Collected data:
<<<<

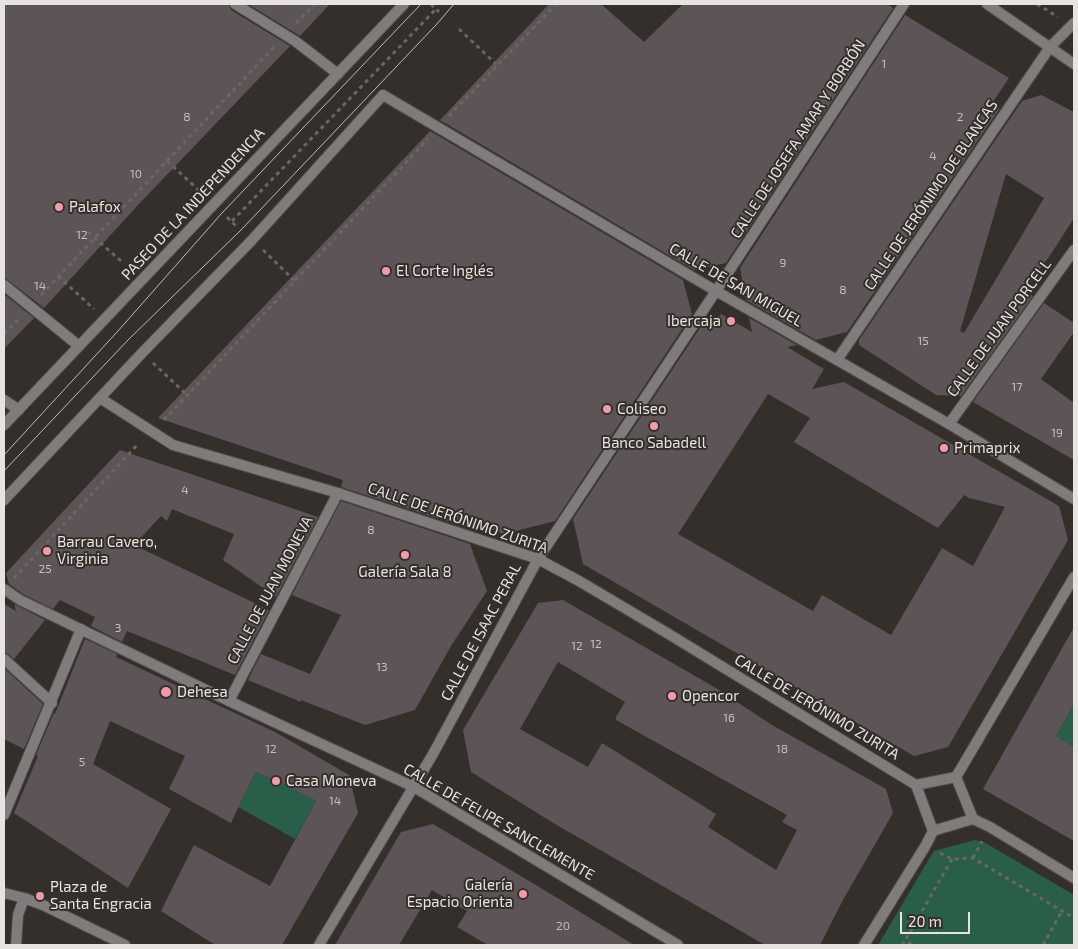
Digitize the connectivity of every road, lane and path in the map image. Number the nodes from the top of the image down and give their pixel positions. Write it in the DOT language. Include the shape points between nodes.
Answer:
graph roads {
  1 [pos="235,4"];
  2 [pos="315,4"];
  3 [pos="404,4"];
  4 [pos="431,4"];
  5 [pos="556,4"];
  6 [pos="904,4"];
  7 [pos="987,4"];
  8 [pos="436,9"];
  9 [pos="439,12"];
  10 [pos="298,22"];
  11 [pos="1074,23"];
  12 [pos="458,29"];
  13 [pos="277,45"];
  14 [pos="1050,47"];
  15 [pos="1074,64"];
  16 [pos="497,65"];
  17 [pos="338,74"];
  18 [pos="447,118"];
  19 [pos="429,139"];
  20 [pos="167,161"];
  21 [pos="208,200"];
  22 [pos="227,217"];
  23 [pos="232,222"];
  24 [pos="236,226"];
  25 [pos="88,232"];
  26 [pos="95,238"];
  27 [pos="261,249"];
  28 [pos="1074,250"];
  29 [pos="121,260"];
  30 [pos="58,276"];
  31 [pos="295,281"];
  32 [pos="4,285"];
  33 [pos="716,292"];
  34 [pos="37,299"];
  35 [pos="24,314"];
  36 [pos="100,314"];
  37 [pos="4,334"];
  38 [pos="79,346"];
  39 [pos="147,358"];
  40 [pos="836,360"];
  41 [pos="187,395"];
  42 [pos="100,398"];
  43 [pos="4,400"];
  44 [pos="19,410"];
  45 [pos="164,420"];
  46 [pos="948,424"];
  47 [pos="4,425"];
  48 [pos="129,453"];
  49 [pos="338,493"];
  50 [pos="1074,499"];
  51 [pos="4,500"];
  52 [pos="538,559"];
  53 [pos="1074,577"];
  54 [pos="14,579"];
  55 [pos="4,589"];
  56 [pos="81,629"];
  57 [pos="4,659"];
  58 [pos="228,701"];
  59 [pos="52,703"];
  60 [pos="956,777"];
  61 [pos="916,785"];
  62 [pos="414,787"];
  63 [pos="4,815"];
  64 [pos="973,819"];
  65 [pos="933,831"];
  66 [pos="1074,878"];
  67 [pos="4,893"];
  68 [pos="24,898"];
  69 [pos="1062,911"];
  70 [pos="1074,918"];
  71 [pos="906,939"];
  72 [pos="16,943"];
  73 [pos="125,945"];
  74 [pos="319,945"];
  75 [pos="678,945"];
  76 [pos="864,945"];
  77 [pos="902,945"];
  78 [pos="911,945"];
  79 [pos="1043,945"];
  1 -- 17 [label="street" via="295,41"];
  2 -- 10 [label="path"];
  3 -- 17 [label="street, PASEO DE LA INDEPENDENCIA"];
  4 -- 8 [label="path"];
  5 -- 16 [label="path"];
  6 -- 33 [label="street, CALLE DE JOSEFA AMAR Y BORBÓN"];
  7 -- 14 [label="street"];
  8 -- 9 [label="path"];
  8 -- 23 [label="path"];
  11 -- 14 [label="street, CALLE DE JERÓNIMO DE BLANCAS"];
  12 -- 16 [label="path"];
  13 -- 20 [label="path"];
  14 -- 15 [label="street"];
  14 -- 40 [label="street, CALLE DE JERÓNIMO DE BLANCAS"];
  16 -- 18 [label="path"];
  17 -- 38 [label="street, PASEO DE LA INDEPENDENCIA"];
  19 -- 31 [label="path"];
  20 -- 21 [label="path"];
  20 -- 26 [label="path"];
  22 -- 23 [label="path"];
  23 -- 24 [label="path"];
  25 -- 26 [label="path"];
  26 -- 29 [label="path"];
  26 -- 30 [label="path"];
  27 -- 31 [label="path"];
  28 -- 46 [label="street, CALLE DE JUAN PORCELL"];
  30 -- 34 [label="path"];
  30 -- 36 [label="path"];
  31 -- 41 [label="path"];
  32 -- 38 [label="street"];
  33 -- 40 [label="street, CALLE DE SAN MIGUEL"];
  33 -- 42 [label="street, CALLE DE SAN MIGUEL" via="384,95 252,240"];
  33 -- 52 [label="street, CALLE DE ISAAC PERAL"];
  35 -- 37 [label="path"];
  38 -- 44 [label="street, PASEO DE LA INDEPENDENCIA"];
  39 -- 41 [label="path"];
  40 -- 46 [label="street, CALLE DE SAN MIGUEL"];
  41 -- 45 [label="path"];
  42 -- 49 [label="street, CALLE DE JERÓNIMO ZURITA" via="173,445"];
  42 -- 51 [label="street"];
  43 -- 44 [label="street"];
  44 -- 47 [label="street, PASEO DE LA INDEPENDENCIA"];
  46 -- 50 [label="street, CALLE DE SAN MIGUEL"];
  48 -- 54 [label="path"];
  49 -- 52 [label="street, CALLE DE JERÓNIMO ZURITA"];
  49 -- 58 [label="street, CALLE DE JUAN MONEVA"];
  52 -- 61 [label="street, CALLE DE JERÓNIMO ZURITA" via="668,633"];
  52 -- 62 [label="street, CALLE DE ISAAC PERAL"];
  53 -- 60 [label="street"];
  55 -- 56 [label="street, CALLE DE FELIPE SANCLEMENTE"];
  56 -- 58 [label="street, CALLE DE FELIPE SANCLEMENTE"];
  56 -- 59 [label="street"];
  57 -- 59 [label="street"];
  58 -- 62 [label="street, CALLE DE FELIPE SANCLEMENTE"];
  59 -- 63 [label="street"];
  60 -- 61 [label="street"];
  60 -- 64 [label="street"];
  61 -- 65 [label="street"];
  62 -- 74 [label="street, CALLE DE ISAAC PERAL"];
  62 -- 75 [label="street, CALLE DE FELIPE SANCLEMENTE"];
  64 -- 65 [label="street"];
  64 -- 66 [label="street"];
  65 -- 76 [label="street"];
  67 -- 68 [label="street"];
  68 -- 72 [label="street" via="18,915"];
  68 -- 73 [label="street"];
  69 -- 70 [label="path"];
  69 -- 71 [label="path" via="973,858 952,859"];
  69 -- 79 [label="path"];
  71 -- 77 [label="path"];
  71 -- 78 [label="path"];
}
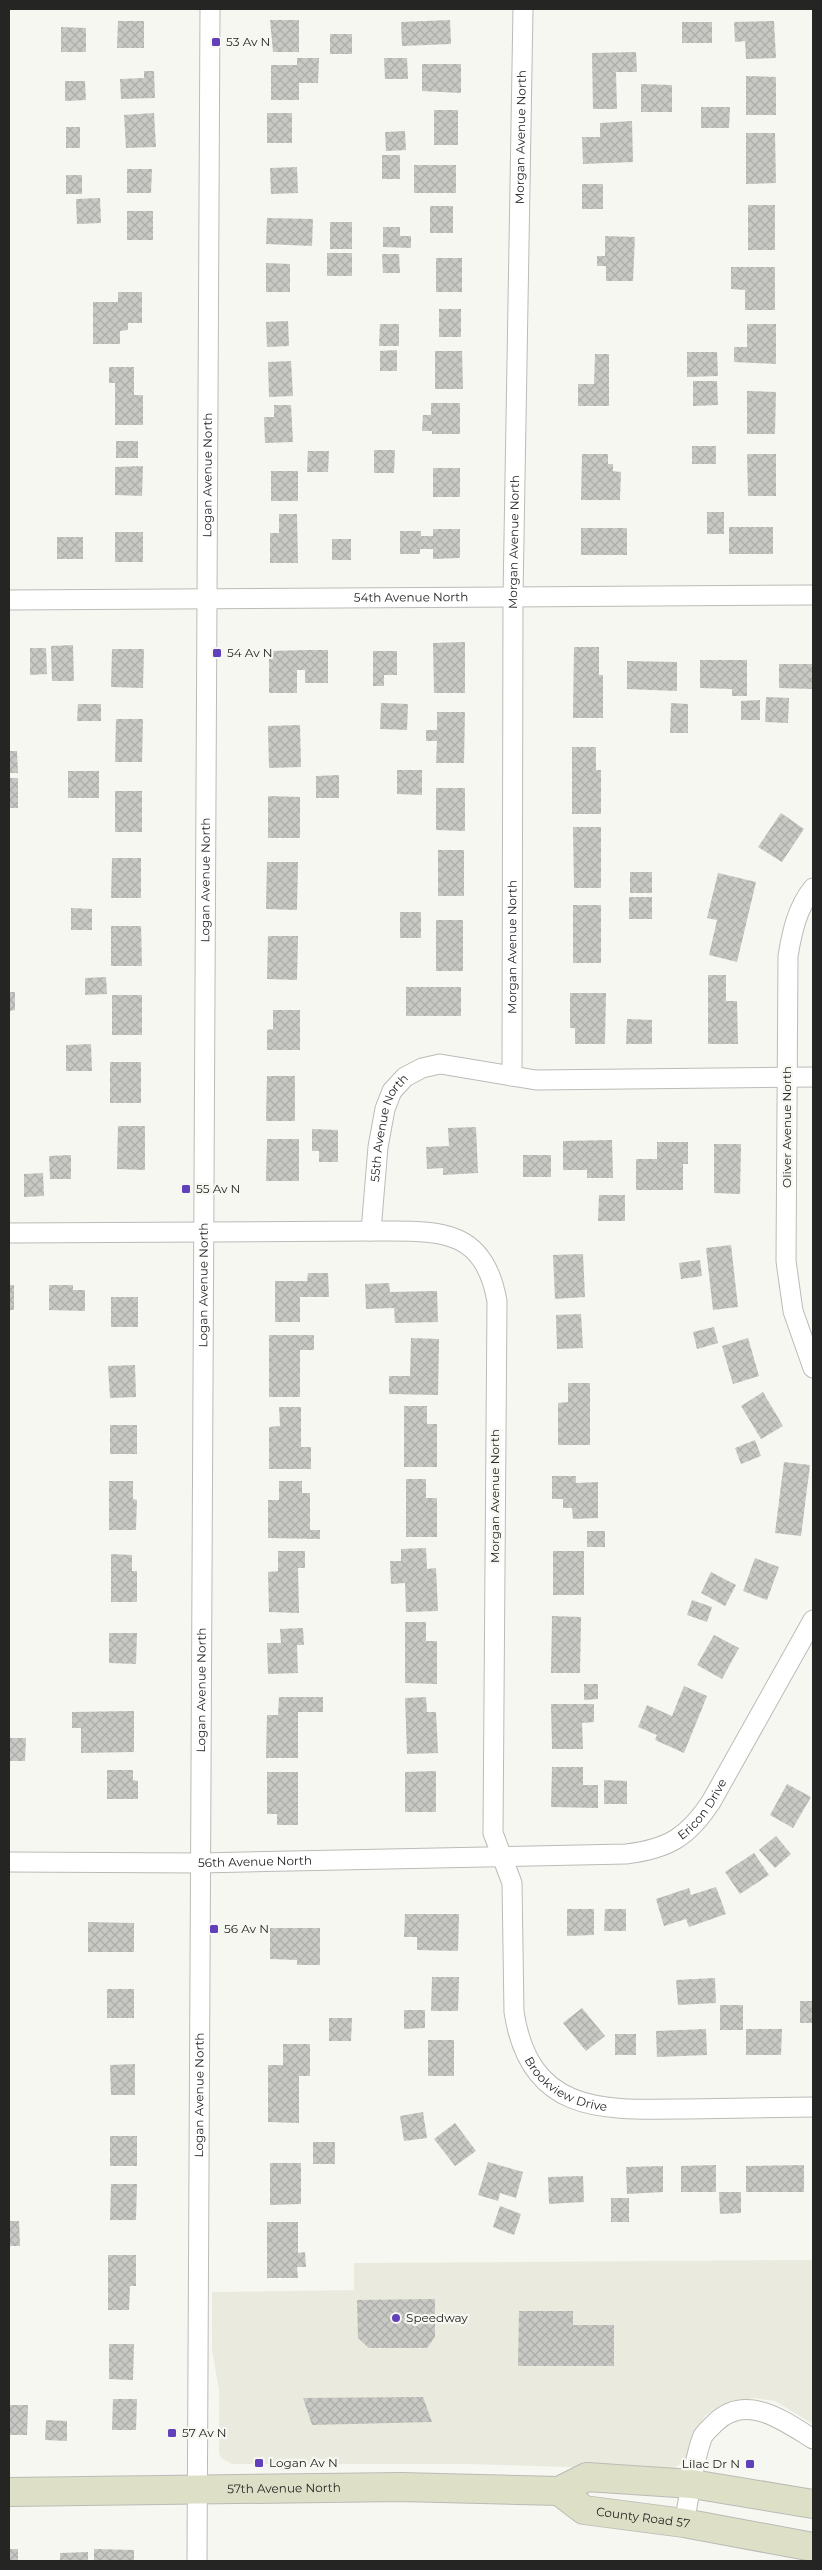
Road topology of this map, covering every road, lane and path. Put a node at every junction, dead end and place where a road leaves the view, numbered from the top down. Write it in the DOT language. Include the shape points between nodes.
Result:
graph roads {
  1 [pos="210,9"];
  2 [pos="523,9"];
  3 [pos="813,595"];
  4 [pos="513,597"];
  5 [pos="207,599"];
  6 [pos="9,600"];
  7 [pos="813,888"];
  8 [pos="512,1076"];
  9 [pos="788,1077"];
  10 [pos="813,1077"];
  11 [pos="203,1231"];
  12 [pos="371,1231"];
  13 [pos="9,1233"];
  14 [pos="813,1368"];
  15 [pos="813,1620"];
  16 [pos="501,1855"];
  17 [pos="9,1862"];
  18 [pos="200,1863"];
  19 [pos="813,2107"];
  20 [pos="813,2440"];
  21 [pos="692,2484"];
  22 [pos="197,2489"];
  23 [pos="559,2491"];
  24 [pos="9,2492"];
  25 [pos="813,2504"];
  26 [pos="684,2523"];
  27 [pos="813,2547"];
  28 [pos="197,2561"];
  1 -- 5 [label="street, Logan Avenue North"];
  2 -- 4 [label="street, Morgan Avenue North"];
  3 -- 4 [label="street, 54th Avenue North"];
  4 -- 5 [label="street, 54th Avenue North"];
  4 -- 8 [label="street, Morgan Avenue North"];
  5 -- 6 [label="street, 54th Avenue North"];
  5 -- 11 [label="street, Logan Avenue North"];
  7 -- 9 [label="street, Oliver Avenue North" via="793,926 788,956"];
  8 -- 9 [label="street, 55th Avenue North" via="536,1080"];
  8 -- 12 [label="street, 55th Avenue North" via="440,1064 422,1068 405,1077 392,1091 380,1125"];
  9 -- 10 [label="street, 55th Avenue North"];
  9 -- 14 [label="street, Oliver Avenue North" via="786,1261 793,1311"];
  11 -- 12 [label="street"];
  11 -- 13 [label="street"];
  11 -- 18 [label="street, Logan Avenue North"];
  12 -- 16 [label="street, Morgan Avenue North" via="422,1232 468,1243 483,1259 493,1278 497,1300 493,1833"];
  15 -- 16 [label="street, Ericon Drive" via="711,1802 697,1824 676,1840 652,1851 626,1854"];
  16 -- 18 [label="street, 56th Avenue North"];
  16 -- 19 [label="street, Brookview Drive" via="512,1883 516,2027 527,2058 548,2083 581,2102 612,2110"];
  17 -- 18 [label="street, 56th Avenue North"];
  18 -- 22 [label="street, Logan Avenue North"];
  20 -- 21 [label="street" via="771,2415 745,2409 729,2411 704,2435"];
  21 -- 23 [label="street" via="586,2477"];
  21 -- 25 [label="street"];
  21 -- 26 [label="street"];
  22 -- 23 [label="street, 57th Avenue North"];
  22 -- 24 [label="street, 57th Avenue North"];
  22 -- 28 [label="street, Logan Avenue North"];
  23 -- 26 [label="street, County Road 57" via="584,2510"];
  26 -- 27 [label="street, County Road 57"];
}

>>>>

## Exercise goal:
If a line in the entries includes the word "JERÓNIMO", copy that line out.

## Output for this task:
  11 -- 14 [label="street, CALLE DE JERÓNIMO DE BLANCAS"];
  14 -- 40 [label="street, CALLE DE JERÓNIMO DE BLANCAS"];
  42 -- 49 [label="street, CALLE DE JERÓNIMO ZURITA" via="173,445"];
  49 -- 52 [label="street, CALLE DE JERÓNIMO ZURITA"];
  52 -- 61 [label="street, CALLE DE JERÓNIMO ZURITA" via="668,633"];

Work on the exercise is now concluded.